Both candidates said they were in favor of early voting, which began Oct. 2.

"Ohio is one of the leading states already in early voting," Hottinger said. "Few states are as generous in the amount of time given to vote as Ohio. In Ohio, there are 35 days of early voting and the national average is only 21 days. In fact, in our neighboring states of Michigan, Pennsylvania and Kentucky, you can only vote on Election Day unless you have a valid reason. ... In Ohio, you have 750 hours to be able to vote early by mail in the comfort of your own home and 230 hours to vote early in person."

Jones said, "I think we need uniform voting hours across the state to ensure equality. With that said, I do believe Secretary of State Husted should make sure voting hours or ability to vote is available to everyone. Voting can be difficult to some who work odd hours or have mobility problems. I think that with the current different forms of voting and hours for the polls established by Secretary of State Husted, there should not be a problem. I just hope there will be enough ballots or polling machines at each precinct for a large voter turnout."

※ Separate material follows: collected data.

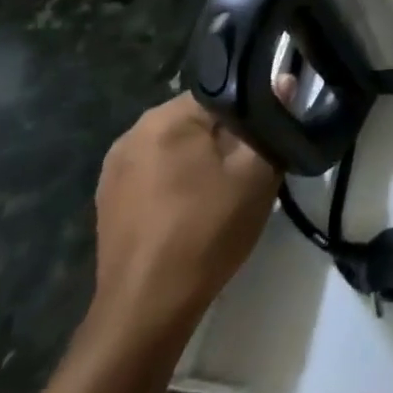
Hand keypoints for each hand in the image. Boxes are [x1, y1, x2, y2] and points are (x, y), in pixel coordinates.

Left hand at [90, 94, 281, 347]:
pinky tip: (195, 209)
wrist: (146, 311)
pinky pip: (156, 173)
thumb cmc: (206, 232)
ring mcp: (114, 170)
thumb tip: (284, 80)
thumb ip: (270, 123)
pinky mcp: (108, 201)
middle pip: (197, 119)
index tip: (269, 137)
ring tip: (226, 190)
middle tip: (252, 167)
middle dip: (226, 136)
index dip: (252, 111)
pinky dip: (179, 182)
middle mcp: (132, 133)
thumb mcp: (256, 173)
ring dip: (202, 160)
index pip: (221, 92)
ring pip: (176, 147)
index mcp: (164, 118)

Both candidates said they want Ohio to be a friendly environment for new businesses.

"Government does not create jobs but elected officials and government play an important role in helping to create a climate and atmosphere that fosters economic development and job creation," Hottinger said. "One of the most important parts of my job is to help create the atmosphere for more jobs by promoting and fostering an environment that encourages business, manufacturer and industry investments in Ohio."

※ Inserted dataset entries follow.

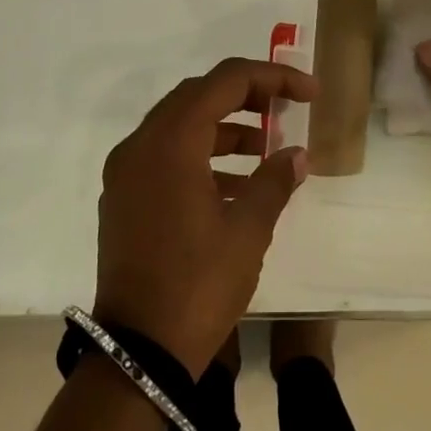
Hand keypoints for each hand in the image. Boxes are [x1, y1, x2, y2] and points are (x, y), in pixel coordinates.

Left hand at [94, 59, 316, 377]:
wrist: (139, 352)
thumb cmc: (198, 284)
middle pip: (197, 96)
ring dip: (224, 127)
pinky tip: (236, 185)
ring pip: (179, 125)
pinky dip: (201, 156)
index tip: (308, 93)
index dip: (272, 77)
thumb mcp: (248, 231)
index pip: (224, 81)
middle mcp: (140, 146)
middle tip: (286, 108)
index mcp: (170, 143)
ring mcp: (126, 173)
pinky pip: (165, 157)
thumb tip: (297, 155)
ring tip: (266, 148)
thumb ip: (274, 181)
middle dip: (246, 95)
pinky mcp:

Hottinger said the state government needs "to continue to ensure that our state and local tax policies are not an impediment to Ohio's growth and job creation efforts, practice fiscal discipline in the budgeting process" to improve the state's bond rating, improve Ohio's workforce development initiatives, expand the state's job-retention tax credit, reform small business regulations and improve workers' compensation policies.

Jones said, "We should not overtax businesses (that) are willing to stay here or move here. We must make sure our infrastructure can support the needs of small and big business. Lastly, (we must) have a personable relationship with these companies so they know we are willing to work with them to keep and create jobs."